Oswaldo Faustino conta a história de Harriet Tubman, apelidada de Black Moses (Moisés Negro). Um dos grandes nomes das revoltas para a libertação de escravizados nos Estados Unidos

 

TEXTO: Oswaldo Faustino | FOTOS: Commons.wikimedia.org | Adaptação web: David Pereira

Harriet Tubman teve importante participação na libertação dos escravos nos EUA | FOTO: Commons.wikimedia.org

Harriet Tubman teve importante participação na libertação dos escravos nos EUA | FOTO: Commons.wikimedia.org

"Eu havia fundamentado, em minha mente, que eu tinha direito a uma das duas coisas: a liberdade ou a morte. Se eu não pudesse ter uma, gostaria de ter a outra”. É assim que ela definia sua própria história. Entre batalhas pela abolição da escravatura, desde a fuga de escravizados a espionagem, durante a Guerra de Secessão, Harriet Tubman jamais abandonou as lutas pelos direitos do povo negro nos EUA.

Ela própria fugitiva do cativeiro, integrou a vasta rede denominada Underground Railroad (em livre tradução, “ferrovia subterrânea”) que ajudava escravizados, principalmente dos estados do Sul, a fugirem para o Norte e para o Canadá. Em dez anos, Harriet, cujo nome de solteira era Araminta Ross, participou da libertação de cerca de 300 escravizados, em 19 ações, contando vários estados norte-americanos conforme documentação apurada por pesquisadores.

Harriet contava que começou a trabalhar aos seis anos, sendo emprestada, espancada, apanhou sarampo e chegou aos 11 anos, quando já estava em condições de trabalhar na lavoura de algodão. Aos 25 anos, ainda escravizada, casou-se com John Tubman, um africano livre. Sonhava em viver no Norte, pois em Dorchester, a qualquer momento poderia ser vendida e teria de separar-se dele. John, porém, estava bem, ali, e se negou a mudar-se, disse inclusive que, se ela fugisse, ele a denunciaria. Por isso, Harriet o abandonou e fugiu para a Filadélfia, em 1849. Com a fuga, se deu seu primeiro contato com a Underground Railroad.

Harriet Tubman com a família e outros escravos resgatados | FOTO: Commons.wikimedia.org

Harriet Tubman com a família e outros escravos resgatados | FOTO: Commons.wikimedia.org

Harriet conduziu vários grupos de “passageiros”, como eram chamados os fugitivos, para o Canadá.
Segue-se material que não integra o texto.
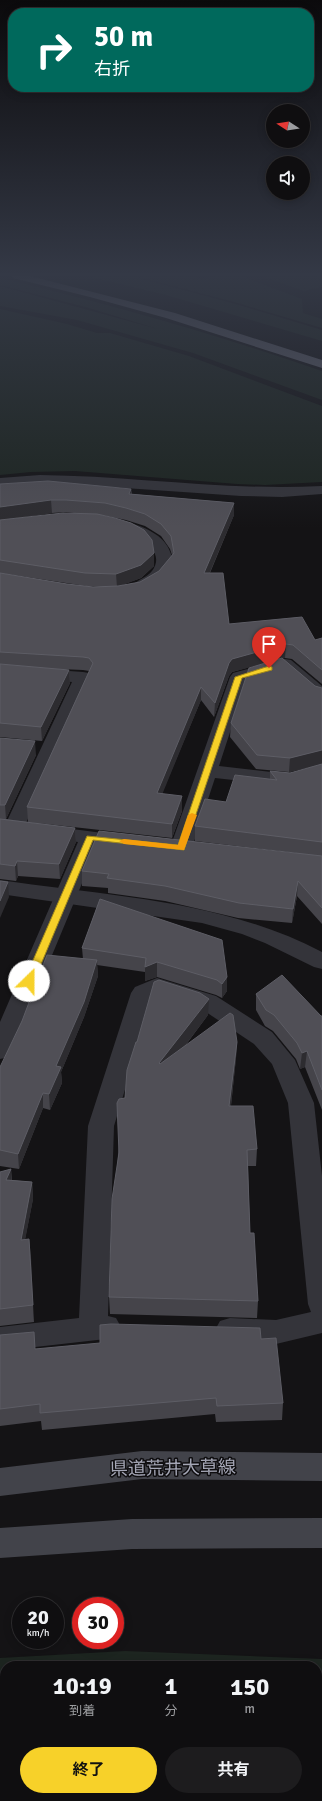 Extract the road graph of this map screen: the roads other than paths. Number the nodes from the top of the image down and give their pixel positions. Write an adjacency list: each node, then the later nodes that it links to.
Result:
1 (310, 360): 2 (highway)
2 (322, 364)
3 (0, 482): 4 (street)
4 (322, 490)
5 (106, 522): 6 (street)
6 (124, 591)
7 (0, 671): 10 (street)
8 (322, 695): 11 (street)
9 (28, 748): 10 (street)
10 (49, 750): 13 (street)
11 (207, 771): 12 (street); 14 (street)
12 (322, 771)
13 (7, 827): 14 (street)
14 (90, 838): 16 (street)
15 (0, 887): 16 (street)
16 (65, 896): 17 (street); 18 (street)
17 (322, 962)
18 (0, 1051)
19 (313, 1131): 20 (street); 23 (street)
20 (322, 1304)
21 (322, 1321): 24 (street)
22 (135, 1327): 23 (street)
23 (93, 1329): 25 (street)
24 (206, 1329)
25 (0, 1340)
26 (322, 1467): 27 (main road, 県道荒井大草線)
27 (0, 1482)
28 (322, 1533): 29 (main road)
29 (0, 1543) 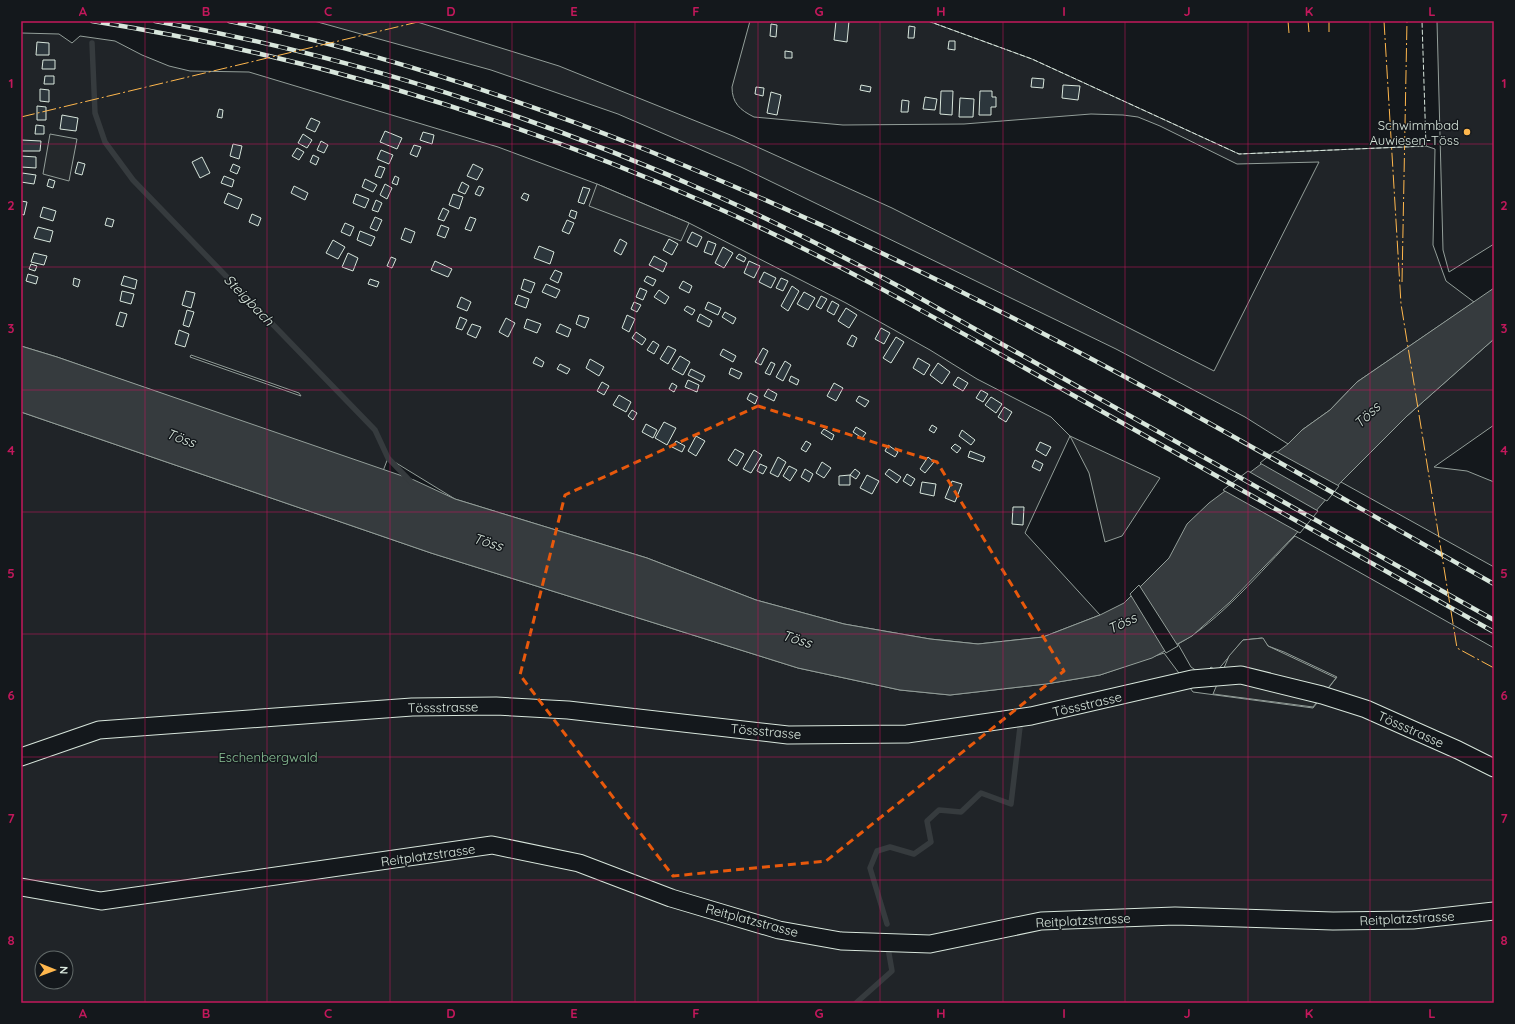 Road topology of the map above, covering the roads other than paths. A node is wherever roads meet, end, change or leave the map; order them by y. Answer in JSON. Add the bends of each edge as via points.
{"nodes":[{"id":1,"x":21,"y":757,"type":"edge"},
{"id":2,"x":1494,"y":768,"type":"edge"},
{"id":3,"x":21,"y":887,"type":"edge"},
{"id":4,"x":1494,"y":911,"type":"edge"}],
"edges":[{"from":1,"to":2,"type":"street","name":"Tössstrasse","via":[[99,730],[412,707],[496,706],[568,710],[788,735],[907,734],[1031,716],[1192,679],[1241,675],[1322,694],[1366,709]]},
{"from":3,"to":4,"type":"street","name":"Reitplatzstrasse","via":[[101,901],[492,845],[579,863],[671,898],[779,930],[841,941],[930,944],[1049,921],[1175,916],[1333,921],[1413,920]]}]}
Por questão de segurança, viajavam à noite, em condições bastante advérsas. Por conta da lei anti-fuga de escravos, sua fotografia foi colocada em cartazes em que fazendeiros ofereciam 40 mil dólares por sua captura e o próprio estado de Maryland, mais 12 mil. Entre os escravizados libertos levados, em 1857, para o Canadá estavam os pais de Harriet que, mesmo tendo a cabeça a prêmio, fez questão de ir resgatá-los em sua cidade natal. Em 1860, encerrou-se essa etapa de sua vida.
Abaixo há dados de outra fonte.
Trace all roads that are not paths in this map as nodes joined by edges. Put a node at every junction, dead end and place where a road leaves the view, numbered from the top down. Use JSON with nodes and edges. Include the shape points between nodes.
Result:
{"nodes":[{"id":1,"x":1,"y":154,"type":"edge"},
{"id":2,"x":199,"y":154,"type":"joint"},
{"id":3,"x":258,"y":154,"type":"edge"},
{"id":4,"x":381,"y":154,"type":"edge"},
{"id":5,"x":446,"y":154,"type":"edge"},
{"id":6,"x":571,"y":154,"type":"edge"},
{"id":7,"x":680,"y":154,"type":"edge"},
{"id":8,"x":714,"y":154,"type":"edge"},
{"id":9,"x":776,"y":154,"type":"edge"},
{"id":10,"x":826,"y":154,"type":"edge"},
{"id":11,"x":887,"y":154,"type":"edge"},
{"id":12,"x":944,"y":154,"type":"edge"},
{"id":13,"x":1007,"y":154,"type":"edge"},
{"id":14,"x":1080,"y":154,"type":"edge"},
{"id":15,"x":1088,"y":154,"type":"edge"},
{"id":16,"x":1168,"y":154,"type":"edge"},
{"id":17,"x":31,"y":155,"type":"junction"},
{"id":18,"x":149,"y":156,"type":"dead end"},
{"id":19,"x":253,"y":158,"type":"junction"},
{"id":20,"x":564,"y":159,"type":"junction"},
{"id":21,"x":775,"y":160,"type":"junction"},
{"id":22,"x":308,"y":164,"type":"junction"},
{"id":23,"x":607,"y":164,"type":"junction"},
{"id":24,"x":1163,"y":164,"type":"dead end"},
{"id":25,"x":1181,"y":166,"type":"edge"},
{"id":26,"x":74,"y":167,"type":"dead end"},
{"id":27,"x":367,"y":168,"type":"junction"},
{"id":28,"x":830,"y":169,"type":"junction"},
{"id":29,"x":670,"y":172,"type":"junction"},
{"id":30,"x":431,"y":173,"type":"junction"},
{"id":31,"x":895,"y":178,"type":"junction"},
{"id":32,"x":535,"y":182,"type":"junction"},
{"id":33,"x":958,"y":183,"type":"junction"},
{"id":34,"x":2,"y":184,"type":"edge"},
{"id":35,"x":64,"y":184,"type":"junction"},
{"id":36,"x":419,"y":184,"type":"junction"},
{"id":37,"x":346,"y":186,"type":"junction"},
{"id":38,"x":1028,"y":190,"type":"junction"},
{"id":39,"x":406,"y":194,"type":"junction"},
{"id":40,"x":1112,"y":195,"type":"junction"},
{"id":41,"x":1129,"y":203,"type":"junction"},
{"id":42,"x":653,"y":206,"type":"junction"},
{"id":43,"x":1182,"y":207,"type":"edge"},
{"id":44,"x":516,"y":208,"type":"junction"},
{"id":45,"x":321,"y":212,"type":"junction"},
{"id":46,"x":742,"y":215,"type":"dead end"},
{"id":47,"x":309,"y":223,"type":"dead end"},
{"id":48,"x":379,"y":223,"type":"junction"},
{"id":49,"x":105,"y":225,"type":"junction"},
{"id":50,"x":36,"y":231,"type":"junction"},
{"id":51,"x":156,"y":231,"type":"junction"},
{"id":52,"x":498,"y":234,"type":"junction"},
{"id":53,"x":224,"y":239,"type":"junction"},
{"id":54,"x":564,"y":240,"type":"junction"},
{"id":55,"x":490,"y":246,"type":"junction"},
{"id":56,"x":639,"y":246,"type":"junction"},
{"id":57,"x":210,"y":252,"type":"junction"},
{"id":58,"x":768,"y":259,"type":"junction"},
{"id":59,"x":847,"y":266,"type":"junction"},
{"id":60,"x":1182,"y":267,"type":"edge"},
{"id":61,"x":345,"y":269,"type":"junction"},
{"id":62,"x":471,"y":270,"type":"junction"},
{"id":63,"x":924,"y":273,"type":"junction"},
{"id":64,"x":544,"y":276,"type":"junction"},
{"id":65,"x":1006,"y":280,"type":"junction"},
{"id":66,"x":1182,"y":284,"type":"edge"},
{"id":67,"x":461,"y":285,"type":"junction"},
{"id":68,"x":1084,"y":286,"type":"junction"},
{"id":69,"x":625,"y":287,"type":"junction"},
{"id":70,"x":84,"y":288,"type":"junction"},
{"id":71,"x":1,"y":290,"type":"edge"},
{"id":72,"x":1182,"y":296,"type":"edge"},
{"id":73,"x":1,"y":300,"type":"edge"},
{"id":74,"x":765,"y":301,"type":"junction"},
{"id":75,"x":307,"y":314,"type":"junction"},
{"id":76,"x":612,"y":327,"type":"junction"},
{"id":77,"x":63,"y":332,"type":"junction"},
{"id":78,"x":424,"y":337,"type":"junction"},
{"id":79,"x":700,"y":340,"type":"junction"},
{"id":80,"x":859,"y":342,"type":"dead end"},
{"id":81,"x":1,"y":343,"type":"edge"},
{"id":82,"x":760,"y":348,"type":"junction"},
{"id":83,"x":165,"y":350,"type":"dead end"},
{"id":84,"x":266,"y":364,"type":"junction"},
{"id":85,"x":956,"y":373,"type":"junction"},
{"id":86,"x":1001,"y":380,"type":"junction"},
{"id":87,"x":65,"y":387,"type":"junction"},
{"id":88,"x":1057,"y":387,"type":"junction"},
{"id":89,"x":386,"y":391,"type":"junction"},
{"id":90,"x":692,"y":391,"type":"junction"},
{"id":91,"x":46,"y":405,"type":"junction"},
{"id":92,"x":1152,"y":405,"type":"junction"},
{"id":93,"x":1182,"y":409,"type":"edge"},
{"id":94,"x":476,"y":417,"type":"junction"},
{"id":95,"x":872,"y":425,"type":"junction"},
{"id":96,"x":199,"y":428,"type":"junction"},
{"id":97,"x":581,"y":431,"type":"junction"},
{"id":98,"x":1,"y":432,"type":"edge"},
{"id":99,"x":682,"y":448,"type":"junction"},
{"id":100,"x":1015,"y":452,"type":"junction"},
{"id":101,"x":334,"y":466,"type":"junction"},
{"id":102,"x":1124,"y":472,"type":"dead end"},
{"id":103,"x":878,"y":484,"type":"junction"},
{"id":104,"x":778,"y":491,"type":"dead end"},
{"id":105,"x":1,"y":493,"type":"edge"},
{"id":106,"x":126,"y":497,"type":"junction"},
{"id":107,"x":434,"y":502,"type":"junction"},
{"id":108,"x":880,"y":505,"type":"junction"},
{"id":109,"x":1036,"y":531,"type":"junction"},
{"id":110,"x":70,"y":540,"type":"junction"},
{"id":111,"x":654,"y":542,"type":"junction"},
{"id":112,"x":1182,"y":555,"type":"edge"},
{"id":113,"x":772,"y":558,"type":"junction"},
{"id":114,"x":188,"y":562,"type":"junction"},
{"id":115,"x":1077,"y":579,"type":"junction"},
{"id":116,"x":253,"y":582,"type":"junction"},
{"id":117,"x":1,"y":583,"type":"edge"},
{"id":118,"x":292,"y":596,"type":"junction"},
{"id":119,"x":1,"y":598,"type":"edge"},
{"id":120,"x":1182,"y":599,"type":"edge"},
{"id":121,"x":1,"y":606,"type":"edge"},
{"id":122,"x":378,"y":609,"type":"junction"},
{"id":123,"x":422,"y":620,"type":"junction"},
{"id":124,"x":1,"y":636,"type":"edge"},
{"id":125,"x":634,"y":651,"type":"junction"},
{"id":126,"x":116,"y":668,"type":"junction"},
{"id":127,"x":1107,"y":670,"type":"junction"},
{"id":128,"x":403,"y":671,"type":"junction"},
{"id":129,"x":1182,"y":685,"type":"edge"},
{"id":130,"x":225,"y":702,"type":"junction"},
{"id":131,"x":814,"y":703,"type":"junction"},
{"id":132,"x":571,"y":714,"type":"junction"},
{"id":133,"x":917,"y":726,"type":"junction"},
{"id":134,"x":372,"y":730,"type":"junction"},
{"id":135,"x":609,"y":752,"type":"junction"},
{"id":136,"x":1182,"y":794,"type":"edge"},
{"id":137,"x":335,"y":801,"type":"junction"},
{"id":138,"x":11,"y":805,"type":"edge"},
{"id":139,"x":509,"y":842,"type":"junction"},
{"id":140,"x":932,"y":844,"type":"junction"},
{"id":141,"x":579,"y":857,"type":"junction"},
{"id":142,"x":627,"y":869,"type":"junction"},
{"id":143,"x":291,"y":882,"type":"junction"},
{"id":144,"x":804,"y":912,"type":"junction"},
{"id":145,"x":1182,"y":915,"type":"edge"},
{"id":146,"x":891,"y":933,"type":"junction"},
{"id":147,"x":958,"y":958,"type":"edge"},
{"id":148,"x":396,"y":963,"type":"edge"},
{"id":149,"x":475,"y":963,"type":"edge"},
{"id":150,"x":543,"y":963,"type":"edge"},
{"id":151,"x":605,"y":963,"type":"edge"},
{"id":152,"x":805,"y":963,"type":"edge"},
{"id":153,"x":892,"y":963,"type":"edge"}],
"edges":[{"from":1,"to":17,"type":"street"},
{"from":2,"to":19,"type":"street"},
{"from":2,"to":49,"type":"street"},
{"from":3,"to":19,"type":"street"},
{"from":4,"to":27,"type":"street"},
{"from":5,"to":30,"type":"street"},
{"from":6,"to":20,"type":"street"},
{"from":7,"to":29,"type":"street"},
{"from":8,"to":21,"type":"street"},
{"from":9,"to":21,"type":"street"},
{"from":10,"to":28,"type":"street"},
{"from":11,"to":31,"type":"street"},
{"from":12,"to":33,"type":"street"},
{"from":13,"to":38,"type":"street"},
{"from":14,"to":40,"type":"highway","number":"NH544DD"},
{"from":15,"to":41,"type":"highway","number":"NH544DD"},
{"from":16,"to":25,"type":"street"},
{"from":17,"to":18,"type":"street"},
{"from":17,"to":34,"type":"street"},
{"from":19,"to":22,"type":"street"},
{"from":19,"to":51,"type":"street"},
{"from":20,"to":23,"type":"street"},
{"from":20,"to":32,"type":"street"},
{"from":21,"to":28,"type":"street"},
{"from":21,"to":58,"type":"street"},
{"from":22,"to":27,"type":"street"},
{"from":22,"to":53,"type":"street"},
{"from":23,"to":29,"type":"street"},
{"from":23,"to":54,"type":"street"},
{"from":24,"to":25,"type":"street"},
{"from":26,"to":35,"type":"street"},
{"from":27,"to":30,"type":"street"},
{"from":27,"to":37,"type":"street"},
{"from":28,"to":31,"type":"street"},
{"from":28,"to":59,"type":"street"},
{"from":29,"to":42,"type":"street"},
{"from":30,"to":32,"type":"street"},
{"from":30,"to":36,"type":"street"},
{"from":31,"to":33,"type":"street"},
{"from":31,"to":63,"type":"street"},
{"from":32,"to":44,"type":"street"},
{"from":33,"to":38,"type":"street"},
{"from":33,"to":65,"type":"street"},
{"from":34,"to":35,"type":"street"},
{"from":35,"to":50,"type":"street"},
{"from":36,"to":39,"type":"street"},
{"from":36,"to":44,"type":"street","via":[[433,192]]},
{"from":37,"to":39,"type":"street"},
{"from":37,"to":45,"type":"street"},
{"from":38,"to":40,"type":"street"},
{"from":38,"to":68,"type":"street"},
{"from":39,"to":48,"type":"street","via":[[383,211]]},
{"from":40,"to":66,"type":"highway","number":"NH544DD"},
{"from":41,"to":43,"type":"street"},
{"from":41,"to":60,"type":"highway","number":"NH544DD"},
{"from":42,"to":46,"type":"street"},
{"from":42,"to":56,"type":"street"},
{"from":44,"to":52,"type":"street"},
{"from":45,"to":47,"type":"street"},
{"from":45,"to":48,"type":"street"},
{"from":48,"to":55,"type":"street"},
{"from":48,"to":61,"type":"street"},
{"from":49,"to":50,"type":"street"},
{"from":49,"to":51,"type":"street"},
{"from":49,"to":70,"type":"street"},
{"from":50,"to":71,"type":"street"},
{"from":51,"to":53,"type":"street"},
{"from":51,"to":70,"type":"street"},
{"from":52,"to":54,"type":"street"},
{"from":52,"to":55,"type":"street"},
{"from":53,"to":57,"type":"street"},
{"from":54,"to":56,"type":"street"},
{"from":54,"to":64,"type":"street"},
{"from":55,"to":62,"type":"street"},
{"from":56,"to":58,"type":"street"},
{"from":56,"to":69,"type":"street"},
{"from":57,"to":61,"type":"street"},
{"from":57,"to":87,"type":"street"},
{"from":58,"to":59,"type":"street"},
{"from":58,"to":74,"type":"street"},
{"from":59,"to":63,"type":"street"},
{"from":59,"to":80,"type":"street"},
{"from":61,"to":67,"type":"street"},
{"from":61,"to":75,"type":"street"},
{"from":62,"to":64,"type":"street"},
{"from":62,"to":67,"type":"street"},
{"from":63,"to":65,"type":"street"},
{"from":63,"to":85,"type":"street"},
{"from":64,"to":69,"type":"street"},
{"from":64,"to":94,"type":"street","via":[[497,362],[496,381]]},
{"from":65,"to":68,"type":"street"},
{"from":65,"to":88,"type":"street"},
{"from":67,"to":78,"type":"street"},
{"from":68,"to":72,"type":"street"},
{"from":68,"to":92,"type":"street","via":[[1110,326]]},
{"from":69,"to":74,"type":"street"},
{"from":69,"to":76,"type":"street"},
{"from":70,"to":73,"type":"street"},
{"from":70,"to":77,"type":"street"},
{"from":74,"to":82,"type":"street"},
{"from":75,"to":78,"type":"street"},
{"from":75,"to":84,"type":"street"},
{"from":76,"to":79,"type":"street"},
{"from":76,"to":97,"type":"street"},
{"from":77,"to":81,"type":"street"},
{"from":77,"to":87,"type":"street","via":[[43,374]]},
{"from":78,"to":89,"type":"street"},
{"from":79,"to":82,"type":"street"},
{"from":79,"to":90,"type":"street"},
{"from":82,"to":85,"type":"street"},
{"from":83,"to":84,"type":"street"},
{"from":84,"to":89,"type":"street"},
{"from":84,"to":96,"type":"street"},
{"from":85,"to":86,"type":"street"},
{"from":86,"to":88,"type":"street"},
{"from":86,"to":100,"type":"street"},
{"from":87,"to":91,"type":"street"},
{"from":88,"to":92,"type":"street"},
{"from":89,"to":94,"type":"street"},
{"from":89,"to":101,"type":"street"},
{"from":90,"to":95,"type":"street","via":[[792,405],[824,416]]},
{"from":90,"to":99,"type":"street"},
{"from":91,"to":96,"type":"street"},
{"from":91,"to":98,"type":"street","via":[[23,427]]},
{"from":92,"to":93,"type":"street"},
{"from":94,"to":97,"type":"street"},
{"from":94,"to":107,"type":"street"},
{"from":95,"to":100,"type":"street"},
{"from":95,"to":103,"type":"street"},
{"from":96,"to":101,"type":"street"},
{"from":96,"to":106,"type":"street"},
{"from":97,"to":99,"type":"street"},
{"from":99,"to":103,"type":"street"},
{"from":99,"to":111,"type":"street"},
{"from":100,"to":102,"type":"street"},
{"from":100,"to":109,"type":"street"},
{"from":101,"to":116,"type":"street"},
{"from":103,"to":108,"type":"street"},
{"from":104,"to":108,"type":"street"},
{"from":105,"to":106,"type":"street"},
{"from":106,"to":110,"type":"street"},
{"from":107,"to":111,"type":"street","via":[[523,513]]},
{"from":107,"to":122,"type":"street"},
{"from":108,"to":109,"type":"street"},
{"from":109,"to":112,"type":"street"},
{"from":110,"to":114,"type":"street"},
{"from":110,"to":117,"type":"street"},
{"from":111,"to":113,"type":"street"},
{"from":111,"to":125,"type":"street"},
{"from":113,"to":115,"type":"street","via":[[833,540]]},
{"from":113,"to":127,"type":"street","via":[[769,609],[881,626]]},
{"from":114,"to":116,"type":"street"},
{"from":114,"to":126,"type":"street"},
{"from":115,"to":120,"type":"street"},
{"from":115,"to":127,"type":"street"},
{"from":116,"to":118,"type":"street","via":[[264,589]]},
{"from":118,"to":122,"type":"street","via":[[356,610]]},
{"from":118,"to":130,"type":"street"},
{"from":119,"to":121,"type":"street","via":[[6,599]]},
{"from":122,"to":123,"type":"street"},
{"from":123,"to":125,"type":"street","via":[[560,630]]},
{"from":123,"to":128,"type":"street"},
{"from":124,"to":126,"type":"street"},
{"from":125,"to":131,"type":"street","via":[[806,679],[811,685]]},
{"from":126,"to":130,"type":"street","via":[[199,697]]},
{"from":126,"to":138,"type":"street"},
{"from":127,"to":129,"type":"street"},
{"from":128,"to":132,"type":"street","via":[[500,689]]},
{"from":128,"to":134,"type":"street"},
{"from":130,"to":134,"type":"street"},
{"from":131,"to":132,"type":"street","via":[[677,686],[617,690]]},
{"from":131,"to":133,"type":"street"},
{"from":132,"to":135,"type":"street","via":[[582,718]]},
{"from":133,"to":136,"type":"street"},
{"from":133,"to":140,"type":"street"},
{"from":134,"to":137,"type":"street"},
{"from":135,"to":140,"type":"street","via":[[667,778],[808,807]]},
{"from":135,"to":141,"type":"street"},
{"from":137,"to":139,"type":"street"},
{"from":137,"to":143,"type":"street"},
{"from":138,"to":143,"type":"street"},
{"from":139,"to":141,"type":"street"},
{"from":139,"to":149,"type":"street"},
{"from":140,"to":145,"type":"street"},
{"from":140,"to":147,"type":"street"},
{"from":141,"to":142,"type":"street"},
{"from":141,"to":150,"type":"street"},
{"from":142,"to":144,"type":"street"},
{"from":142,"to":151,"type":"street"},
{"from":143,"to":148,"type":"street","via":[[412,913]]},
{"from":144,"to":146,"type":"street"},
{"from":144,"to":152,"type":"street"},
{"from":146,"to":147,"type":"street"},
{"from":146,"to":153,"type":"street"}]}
Durante a Gerra civil, que se iniciou em 1861, Tubman se alistou como enfermeira e foi designada para o hospital da Carolina do Sul. Paralelamente montou uma rede de espiões para o coronel James Montgomery e arregimentou cerca de 500 ex-cativos para formar batalhões que combatiam a favor do Norte. Com o fim da guerra, casou-se com Nelson Davis, união que durou 19 anos, até a morte dele. Integrou a luta feminista e a do direito ao voto tanto das mulheres quanto dos afro-americanos. Nem a morte, em 10 de março de 1913, aos 93 anos, pôs fim à sua jornada de contribuições à humanidade, pois sua casa, hoje um memorial, foi transformada num abrigo para idosos, conforme seu desejo em testamento.